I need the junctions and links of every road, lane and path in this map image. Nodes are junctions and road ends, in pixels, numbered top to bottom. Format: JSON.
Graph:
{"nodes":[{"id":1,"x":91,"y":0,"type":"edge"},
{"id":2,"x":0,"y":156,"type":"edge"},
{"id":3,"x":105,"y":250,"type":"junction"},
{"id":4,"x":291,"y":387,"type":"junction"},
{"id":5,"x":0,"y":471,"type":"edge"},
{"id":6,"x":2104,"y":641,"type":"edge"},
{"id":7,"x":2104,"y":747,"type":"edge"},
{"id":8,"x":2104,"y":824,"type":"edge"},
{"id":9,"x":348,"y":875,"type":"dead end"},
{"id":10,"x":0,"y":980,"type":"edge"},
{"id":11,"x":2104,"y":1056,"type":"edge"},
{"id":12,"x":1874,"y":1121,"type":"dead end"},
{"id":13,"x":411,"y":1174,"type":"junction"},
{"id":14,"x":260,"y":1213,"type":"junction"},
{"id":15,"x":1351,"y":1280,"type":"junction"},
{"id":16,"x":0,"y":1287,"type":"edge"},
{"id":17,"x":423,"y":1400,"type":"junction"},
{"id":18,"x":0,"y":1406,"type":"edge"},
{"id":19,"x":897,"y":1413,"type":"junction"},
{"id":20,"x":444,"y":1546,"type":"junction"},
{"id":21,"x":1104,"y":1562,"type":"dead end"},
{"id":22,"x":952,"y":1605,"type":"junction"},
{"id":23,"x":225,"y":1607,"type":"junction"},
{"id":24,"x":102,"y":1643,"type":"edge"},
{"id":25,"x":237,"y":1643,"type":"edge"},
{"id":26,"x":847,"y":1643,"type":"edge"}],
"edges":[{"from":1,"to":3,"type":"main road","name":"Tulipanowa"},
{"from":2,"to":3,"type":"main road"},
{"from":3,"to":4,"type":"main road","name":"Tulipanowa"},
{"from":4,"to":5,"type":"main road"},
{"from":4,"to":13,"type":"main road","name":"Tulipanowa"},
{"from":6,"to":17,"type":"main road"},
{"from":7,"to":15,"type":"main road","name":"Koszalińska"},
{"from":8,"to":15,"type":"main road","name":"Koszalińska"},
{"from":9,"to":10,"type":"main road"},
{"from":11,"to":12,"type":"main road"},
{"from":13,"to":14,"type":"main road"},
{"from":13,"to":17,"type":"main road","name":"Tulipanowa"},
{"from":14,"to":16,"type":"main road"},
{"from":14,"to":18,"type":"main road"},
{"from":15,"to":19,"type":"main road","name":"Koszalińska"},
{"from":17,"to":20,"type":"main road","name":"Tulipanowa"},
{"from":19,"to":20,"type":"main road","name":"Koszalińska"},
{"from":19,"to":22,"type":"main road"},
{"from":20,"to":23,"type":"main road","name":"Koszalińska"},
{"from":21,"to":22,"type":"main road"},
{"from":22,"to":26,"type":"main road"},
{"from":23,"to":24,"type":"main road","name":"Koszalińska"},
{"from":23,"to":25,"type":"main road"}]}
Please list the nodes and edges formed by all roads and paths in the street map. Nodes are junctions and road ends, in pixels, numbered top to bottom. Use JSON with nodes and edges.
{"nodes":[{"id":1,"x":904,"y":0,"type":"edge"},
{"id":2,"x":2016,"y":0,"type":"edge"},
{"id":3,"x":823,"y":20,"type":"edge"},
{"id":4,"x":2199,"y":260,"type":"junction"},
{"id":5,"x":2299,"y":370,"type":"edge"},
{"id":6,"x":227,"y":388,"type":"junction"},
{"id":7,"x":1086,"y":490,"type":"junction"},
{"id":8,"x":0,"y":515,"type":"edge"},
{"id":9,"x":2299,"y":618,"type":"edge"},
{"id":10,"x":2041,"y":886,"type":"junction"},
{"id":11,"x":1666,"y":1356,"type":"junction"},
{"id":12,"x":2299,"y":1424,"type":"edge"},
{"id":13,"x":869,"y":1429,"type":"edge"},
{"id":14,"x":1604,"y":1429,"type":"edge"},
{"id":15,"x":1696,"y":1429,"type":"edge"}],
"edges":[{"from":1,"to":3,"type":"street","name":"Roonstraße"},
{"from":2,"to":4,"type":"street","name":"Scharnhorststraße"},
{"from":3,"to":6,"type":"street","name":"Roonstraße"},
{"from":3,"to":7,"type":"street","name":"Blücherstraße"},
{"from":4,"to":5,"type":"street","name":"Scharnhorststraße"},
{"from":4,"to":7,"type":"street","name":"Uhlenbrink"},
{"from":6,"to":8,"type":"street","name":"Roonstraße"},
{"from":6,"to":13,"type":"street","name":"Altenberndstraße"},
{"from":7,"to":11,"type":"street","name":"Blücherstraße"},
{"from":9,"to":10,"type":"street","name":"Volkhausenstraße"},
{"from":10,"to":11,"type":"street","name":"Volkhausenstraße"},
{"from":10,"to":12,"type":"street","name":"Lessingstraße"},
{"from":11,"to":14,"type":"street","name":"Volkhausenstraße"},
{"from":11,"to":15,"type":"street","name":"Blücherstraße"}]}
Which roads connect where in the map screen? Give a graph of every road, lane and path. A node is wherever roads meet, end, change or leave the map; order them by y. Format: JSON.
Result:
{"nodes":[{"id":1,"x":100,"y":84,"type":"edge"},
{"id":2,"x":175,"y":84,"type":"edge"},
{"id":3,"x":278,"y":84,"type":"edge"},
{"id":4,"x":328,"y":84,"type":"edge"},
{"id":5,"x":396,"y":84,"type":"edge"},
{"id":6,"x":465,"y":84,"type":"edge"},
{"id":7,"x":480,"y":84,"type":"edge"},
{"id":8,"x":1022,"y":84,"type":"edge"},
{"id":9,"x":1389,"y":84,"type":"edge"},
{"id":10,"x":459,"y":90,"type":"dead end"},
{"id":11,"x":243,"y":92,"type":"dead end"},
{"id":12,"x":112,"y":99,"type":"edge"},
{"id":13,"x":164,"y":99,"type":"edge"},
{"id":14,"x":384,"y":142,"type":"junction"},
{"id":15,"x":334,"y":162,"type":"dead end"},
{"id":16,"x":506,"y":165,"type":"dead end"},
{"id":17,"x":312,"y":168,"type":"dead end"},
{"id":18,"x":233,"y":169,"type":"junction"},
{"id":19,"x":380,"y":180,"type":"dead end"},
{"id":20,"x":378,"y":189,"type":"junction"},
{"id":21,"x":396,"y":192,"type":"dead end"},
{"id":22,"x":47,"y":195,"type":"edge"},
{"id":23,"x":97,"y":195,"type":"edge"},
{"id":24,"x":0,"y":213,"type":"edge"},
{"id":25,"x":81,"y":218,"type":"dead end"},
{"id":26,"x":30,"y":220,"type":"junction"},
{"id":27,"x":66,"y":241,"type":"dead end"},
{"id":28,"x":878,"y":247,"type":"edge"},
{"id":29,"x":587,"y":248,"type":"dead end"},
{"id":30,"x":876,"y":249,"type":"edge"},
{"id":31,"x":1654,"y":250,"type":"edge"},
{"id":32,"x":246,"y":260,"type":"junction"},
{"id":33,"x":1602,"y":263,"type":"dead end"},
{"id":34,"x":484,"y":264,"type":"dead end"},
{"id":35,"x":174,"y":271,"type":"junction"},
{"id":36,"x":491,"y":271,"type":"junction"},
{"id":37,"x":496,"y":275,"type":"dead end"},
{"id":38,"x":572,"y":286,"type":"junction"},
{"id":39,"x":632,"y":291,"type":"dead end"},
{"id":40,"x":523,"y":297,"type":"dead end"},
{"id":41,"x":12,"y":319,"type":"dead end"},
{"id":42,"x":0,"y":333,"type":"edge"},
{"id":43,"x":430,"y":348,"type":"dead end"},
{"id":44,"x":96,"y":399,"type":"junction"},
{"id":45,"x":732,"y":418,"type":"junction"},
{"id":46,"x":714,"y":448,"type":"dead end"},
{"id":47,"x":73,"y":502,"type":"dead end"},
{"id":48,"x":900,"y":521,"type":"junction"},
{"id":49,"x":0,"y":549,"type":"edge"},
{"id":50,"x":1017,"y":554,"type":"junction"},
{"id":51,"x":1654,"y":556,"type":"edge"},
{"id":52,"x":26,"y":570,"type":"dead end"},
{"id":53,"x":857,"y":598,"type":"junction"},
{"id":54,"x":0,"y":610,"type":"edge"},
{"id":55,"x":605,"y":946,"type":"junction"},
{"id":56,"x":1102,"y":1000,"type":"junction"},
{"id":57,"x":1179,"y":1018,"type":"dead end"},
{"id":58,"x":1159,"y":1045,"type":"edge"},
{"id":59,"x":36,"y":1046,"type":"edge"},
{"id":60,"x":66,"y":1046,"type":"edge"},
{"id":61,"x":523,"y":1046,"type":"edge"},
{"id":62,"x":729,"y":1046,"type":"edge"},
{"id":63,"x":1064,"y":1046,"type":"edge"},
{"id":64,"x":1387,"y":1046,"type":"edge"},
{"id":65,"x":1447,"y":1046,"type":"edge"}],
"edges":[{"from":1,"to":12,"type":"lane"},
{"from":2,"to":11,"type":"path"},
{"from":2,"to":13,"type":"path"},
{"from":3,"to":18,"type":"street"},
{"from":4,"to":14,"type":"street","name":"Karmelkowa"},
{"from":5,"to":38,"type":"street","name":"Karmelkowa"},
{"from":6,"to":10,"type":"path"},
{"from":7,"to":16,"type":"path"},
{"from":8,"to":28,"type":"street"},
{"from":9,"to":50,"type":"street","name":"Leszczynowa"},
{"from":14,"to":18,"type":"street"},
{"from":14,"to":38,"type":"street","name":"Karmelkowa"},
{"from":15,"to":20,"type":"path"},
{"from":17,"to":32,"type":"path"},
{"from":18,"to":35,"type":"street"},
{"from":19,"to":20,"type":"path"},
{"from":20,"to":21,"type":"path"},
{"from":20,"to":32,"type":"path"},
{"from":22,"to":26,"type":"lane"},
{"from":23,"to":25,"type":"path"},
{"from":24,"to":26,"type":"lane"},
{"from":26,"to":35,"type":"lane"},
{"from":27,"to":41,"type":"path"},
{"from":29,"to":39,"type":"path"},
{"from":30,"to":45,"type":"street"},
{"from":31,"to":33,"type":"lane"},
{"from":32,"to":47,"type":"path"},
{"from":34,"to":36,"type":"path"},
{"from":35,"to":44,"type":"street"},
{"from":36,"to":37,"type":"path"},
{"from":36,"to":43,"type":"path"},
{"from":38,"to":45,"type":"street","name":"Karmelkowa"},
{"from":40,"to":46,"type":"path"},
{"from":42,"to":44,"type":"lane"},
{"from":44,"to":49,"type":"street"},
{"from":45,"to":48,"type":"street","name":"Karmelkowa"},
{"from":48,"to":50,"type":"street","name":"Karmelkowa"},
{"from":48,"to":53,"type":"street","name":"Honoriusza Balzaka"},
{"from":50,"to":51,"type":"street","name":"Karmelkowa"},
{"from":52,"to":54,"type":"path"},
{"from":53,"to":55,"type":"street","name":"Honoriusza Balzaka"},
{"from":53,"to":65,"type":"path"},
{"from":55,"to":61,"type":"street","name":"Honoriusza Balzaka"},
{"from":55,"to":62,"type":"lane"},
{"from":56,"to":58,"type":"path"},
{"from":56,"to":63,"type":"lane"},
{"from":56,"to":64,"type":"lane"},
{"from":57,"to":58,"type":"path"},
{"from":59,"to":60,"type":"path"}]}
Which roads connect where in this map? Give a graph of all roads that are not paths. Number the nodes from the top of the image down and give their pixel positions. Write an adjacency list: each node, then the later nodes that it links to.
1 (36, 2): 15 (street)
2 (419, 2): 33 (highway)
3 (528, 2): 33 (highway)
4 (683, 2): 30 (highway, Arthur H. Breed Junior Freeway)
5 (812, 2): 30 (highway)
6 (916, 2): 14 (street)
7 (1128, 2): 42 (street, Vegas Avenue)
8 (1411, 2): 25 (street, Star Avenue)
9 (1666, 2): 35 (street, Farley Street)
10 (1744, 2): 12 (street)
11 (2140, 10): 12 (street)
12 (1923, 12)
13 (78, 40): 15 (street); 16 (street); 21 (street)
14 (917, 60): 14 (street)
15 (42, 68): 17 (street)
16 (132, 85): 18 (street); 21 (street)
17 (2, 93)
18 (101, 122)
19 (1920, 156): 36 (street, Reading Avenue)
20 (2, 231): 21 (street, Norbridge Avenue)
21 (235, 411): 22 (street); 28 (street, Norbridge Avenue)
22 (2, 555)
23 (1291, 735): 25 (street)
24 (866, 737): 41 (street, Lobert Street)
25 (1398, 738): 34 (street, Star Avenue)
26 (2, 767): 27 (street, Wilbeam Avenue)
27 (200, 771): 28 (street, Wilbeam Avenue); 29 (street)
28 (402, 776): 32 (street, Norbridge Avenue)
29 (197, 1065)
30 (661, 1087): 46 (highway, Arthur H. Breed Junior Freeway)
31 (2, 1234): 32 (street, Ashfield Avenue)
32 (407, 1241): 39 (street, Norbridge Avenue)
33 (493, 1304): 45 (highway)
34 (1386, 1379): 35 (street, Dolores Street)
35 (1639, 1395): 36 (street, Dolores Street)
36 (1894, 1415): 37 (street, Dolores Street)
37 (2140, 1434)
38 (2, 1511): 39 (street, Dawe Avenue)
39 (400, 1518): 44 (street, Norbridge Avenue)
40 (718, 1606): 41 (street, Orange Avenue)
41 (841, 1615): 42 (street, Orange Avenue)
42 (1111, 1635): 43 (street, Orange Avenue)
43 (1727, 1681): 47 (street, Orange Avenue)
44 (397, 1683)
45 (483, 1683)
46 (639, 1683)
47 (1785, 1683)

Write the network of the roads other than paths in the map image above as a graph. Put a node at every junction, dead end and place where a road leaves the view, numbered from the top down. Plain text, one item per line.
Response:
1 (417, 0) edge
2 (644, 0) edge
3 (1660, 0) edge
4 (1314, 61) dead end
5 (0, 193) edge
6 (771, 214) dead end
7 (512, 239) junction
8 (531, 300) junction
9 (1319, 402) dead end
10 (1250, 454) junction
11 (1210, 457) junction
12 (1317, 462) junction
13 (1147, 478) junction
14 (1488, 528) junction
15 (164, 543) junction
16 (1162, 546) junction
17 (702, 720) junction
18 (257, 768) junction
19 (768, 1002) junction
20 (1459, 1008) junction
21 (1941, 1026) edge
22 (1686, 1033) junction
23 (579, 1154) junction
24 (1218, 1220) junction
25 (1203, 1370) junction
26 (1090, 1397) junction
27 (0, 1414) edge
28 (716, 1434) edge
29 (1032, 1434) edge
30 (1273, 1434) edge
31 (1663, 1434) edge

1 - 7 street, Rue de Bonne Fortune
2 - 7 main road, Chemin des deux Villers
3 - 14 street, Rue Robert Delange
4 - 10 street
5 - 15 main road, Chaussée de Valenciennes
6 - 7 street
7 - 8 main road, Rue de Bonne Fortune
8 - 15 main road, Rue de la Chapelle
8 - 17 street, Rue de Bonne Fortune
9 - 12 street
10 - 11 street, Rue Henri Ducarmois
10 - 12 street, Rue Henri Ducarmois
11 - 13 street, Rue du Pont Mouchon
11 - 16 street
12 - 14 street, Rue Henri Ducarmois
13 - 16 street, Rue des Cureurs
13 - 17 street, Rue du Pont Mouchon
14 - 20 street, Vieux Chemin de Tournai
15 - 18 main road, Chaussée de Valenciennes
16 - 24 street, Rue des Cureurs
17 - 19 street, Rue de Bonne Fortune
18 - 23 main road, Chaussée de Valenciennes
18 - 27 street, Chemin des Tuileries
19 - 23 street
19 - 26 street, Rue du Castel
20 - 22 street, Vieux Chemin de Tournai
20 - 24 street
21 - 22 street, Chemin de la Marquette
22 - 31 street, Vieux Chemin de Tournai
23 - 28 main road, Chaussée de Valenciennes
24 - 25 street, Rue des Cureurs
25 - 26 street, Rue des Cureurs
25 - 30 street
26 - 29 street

- - - - - - -

To do: Wherever the word "Star" appears in the listing above, copy that line.

Task result:
8 (1411, 2): 25 (street, Star Avenue)
25 (1398, 738): 34 (street, Star Avenue)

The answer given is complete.